Pesan Kebencian dan Tensi yang Meningkat
Tak berhenti pada aksi pembakaran, para pelaku meninggalkan jejak grafiti bernada provokatif di dinding-dinding masjid. Tulisannya berisi ancaman pembunuhan terbuka terhadap warga Arab, serta pesan langsung yang dialamatkan kepada Duta Besar AS untuk Israel Mike Huckabey dan koresponden militer otoritas penyiaran Israel.
Serangan fajar ini menyisakan ketegangan tinggi di kalangan penduduk Bazariya. Aksi ini dinilai sebagai bagian dari pola kekerasan yang kian marak menargetkan desa-desa Palestina di wilayah Tepi Barat.

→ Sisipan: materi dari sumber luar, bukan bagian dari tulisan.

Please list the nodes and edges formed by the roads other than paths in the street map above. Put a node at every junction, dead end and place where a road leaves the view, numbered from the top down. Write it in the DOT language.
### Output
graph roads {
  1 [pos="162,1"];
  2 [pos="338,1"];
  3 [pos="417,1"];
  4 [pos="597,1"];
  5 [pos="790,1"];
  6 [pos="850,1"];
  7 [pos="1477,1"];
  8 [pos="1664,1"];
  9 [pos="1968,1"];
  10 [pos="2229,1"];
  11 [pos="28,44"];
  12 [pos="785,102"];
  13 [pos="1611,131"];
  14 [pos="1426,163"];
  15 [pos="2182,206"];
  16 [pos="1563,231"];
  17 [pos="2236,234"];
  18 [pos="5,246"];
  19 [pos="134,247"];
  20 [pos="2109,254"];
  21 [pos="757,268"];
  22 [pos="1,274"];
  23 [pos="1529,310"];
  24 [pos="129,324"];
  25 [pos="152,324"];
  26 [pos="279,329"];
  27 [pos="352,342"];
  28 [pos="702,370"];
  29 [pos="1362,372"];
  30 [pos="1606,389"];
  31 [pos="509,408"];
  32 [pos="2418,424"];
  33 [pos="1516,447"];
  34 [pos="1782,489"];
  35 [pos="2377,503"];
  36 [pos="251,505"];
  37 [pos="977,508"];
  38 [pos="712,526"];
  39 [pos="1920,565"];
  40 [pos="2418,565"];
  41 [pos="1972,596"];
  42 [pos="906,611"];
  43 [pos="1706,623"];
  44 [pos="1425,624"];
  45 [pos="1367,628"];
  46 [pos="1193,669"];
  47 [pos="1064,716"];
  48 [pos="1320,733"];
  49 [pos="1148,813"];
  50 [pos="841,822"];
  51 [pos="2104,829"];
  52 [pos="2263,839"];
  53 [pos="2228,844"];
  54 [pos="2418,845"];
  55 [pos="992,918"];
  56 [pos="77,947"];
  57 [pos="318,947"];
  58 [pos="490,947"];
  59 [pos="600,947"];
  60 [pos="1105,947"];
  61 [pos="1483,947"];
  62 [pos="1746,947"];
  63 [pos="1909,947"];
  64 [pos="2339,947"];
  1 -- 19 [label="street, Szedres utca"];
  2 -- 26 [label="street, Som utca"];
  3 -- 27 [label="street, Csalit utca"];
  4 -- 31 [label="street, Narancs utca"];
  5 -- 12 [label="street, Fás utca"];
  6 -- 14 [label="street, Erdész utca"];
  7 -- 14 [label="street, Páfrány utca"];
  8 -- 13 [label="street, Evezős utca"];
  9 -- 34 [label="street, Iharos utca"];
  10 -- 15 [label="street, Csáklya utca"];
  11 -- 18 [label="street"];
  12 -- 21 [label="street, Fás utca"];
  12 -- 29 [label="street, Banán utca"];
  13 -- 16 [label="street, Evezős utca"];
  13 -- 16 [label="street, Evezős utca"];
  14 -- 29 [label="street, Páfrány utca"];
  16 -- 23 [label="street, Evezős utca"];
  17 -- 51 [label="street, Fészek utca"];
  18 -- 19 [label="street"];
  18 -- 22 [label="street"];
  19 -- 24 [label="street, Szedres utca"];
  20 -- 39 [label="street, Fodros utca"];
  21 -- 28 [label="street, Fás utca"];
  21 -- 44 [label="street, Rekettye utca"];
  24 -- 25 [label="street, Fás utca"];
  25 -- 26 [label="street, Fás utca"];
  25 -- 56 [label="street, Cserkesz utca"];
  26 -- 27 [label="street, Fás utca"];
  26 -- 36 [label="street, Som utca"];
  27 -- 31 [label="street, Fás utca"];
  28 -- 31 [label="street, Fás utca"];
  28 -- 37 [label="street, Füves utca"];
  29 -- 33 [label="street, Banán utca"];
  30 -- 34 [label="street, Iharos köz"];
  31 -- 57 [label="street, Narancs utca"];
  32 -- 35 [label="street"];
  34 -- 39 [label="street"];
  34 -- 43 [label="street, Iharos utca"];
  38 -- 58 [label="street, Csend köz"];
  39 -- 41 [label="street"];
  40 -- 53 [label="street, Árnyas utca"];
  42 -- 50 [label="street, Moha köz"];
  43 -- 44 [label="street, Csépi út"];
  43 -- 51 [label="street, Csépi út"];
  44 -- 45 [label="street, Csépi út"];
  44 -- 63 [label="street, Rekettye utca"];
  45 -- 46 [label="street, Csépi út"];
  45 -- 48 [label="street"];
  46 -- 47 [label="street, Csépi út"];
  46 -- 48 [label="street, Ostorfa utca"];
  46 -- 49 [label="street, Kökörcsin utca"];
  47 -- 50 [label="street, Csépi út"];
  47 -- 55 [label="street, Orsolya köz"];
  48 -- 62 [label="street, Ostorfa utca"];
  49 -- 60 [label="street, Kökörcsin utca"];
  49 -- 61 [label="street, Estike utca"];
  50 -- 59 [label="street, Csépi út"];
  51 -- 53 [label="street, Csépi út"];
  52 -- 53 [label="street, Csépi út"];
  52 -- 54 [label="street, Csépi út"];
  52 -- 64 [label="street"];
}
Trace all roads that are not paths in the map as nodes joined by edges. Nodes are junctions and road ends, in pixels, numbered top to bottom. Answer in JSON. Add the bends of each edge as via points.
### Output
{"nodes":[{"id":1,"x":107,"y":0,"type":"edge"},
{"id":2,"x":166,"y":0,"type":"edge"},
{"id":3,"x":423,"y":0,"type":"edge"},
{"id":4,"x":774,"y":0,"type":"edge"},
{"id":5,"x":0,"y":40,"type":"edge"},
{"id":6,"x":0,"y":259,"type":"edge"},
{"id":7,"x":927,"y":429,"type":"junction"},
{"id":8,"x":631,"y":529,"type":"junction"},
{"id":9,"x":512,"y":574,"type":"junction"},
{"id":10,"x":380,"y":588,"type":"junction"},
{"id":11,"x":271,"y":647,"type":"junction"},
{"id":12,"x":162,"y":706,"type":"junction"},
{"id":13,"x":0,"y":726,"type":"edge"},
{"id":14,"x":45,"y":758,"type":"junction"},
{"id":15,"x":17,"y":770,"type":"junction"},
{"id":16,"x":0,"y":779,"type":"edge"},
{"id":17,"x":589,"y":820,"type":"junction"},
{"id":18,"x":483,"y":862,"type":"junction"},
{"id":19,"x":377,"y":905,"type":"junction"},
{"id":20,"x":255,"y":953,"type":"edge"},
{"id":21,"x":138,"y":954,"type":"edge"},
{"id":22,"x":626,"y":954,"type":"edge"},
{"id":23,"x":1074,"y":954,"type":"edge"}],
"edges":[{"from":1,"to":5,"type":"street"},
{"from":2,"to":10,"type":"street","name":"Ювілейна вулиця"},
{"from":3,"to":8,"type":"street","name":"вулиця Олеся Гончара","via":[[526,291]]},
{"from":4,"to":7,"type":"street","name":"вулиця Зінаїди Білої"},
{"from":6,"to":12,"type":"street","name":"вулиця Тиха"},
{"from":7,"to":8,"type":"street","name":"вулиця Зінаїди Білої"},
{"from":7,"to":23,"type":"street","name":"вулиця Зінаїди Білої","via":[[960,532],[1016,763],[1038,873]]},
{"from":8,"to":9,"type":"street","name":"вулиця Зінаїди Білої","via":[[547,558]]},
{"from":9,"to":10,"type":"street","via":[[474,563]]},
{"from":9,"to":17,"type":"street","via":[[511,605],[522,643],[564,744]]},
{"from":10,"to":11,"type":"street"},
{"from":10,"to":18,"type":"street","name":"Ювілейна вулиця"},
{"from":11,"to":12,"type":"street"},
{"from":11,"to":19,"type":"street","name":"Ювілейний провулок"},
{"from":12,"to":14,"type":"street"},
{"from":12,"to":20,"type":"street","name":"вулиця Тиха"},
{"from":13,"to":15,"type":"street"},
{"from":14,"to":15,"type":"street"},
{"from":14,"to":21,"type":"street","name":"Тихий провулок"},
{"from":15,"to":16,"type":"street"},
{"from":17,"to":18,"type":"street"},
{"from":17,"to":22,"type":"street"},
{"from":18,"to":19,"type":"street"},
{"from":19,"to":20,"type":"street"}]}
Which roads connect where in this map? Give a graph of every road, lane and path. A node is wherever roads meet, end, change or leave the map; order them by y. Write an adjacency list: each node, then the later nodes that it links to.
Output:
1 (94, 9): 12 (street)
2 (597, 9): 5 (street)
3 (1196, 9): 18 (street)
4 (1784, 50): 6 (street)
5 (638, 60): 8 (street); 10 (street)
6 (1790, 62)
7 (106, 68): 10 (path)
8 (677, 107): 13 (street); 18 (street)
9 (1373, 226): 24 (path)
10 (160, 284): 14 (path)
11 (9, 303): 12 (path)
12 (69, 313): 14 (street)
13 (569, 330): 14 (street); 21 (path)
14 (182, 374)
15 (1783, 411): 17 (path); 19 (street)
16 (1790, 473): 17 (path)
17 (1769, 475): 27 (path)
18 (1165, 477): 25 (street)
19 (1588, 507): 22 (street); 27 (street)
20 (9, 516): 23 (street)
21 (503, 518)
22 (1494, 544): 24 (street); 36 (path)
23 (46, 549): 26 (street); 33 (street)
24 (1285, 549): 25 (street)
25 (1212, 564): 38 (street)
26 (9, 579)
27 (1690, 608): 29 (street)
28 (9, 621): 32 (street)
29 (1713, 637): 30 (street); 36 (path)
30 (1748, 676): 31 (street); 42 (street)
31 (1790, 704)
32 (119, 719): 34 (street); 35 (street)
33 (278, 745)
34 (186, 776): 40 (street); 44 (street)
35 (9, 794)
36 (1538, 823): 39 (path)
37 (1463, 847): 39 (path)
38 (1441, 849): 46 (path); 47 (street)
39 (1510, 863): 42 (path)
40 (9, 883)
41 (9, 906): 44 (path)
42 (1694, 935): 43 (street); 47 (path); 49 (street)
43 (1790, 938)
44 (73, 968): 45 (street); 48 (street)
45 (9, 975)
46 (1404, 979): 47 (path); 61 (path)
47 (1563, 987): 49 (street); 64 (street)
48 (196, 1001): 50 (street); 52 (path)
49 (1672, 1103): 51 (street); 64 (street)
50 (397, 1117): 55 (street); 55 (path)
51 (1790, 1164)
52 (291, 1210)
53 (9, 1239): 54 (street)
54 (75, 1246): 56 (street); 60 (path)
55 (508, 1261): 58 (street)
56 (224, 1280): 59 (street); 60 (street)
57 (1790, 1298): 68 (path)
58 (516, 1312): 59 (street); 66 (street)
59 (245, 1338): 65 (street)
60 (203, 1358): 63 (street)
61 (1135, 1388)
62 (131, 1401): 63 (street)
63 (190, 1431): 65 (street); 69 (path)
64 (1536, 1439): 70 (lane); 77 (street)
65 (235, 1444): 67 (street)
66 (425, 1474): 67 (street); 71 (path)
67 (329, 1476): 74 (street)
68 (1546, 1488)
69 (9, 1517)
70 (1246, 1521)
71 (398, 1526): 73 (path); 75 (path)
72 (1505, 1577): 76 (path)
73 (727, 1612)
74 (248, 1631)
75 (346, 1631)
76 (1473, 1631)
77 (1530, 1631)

Peristiwa ini juga memicu kecaman keras dari Departemen Wakaf dan Urusan Agama Palestina. Direktur Jenderal Wakaf Nablus, Sheikh Nasser Al-Salman, menegaskan bahwa percobaan pembakaran masjid ini merupakan cermin dari maraknya provokasi yang sengaja dihembuskan untuk menyerang simbol-simbol keagamaan warga Palestina.
Wakaf Palestina mendesak lembaga-lembaga hukum dan kemanusiaan internasional untuk tidak tinggal diam dan segera turun tangan melindungi rumah-rumah ibadah dari aksi perusakan yang terus berulang.
Dukungan Politik di Balik Eskalasi Teror
Aksi penyerangan di Bazariya terjadi hanya beberapa hari setelah anggota Knesset (Parlemen Israel), Tzvi Sukkot, memimpin aksi pembongkaran monumen peringatan warga Palestina di Desa Madama, selatan Nablus.
Langkah pejabat politik ini dipandang warga lokal sebagai lampu hijau yang memicu pemukim untuk bertindak makin brutal.
Data Kantor Koordinasi Urusan Kemanusiaan PBB (OCHA) mencatat telah terjadi lebih dari 1.450 serangan pemukim di Tepi Barat sejak awal tahun, yang mengakibatkan sedikitnya 1.040 warga Palestina luka-luka.
Sementara itu, Komisi Perlawanan Tembok dan Pemukiman Palestina mentaksir total aksi kekerasan tersebut telah menembus angka 6.000 insiden.
Pihak otoritas Palestina menegaskan, maraknya teror pemukim ini tidak terjadi di ruang hampa, melainkan mendapat perlindungan politik langsung dari pejabat tinggi dalam kabinet Israel, termasuk Menteri Keuangan Bezalel Smotrich dan Menteri Keamanan Nasional Itamar Ben-Gvir.
Catatan lapangan menunjukkan Masjid Nuruddin Zinki menjadi tempat ibadah ke-10 yang menjadi sasaran perusakan atau pembakaran oleh kelompok pemukim sepanjang tahun ini, menyusul insiden serupa yang sebelumnya menimpa sebuah masjid di Desa Kur, selatan Tulkarm.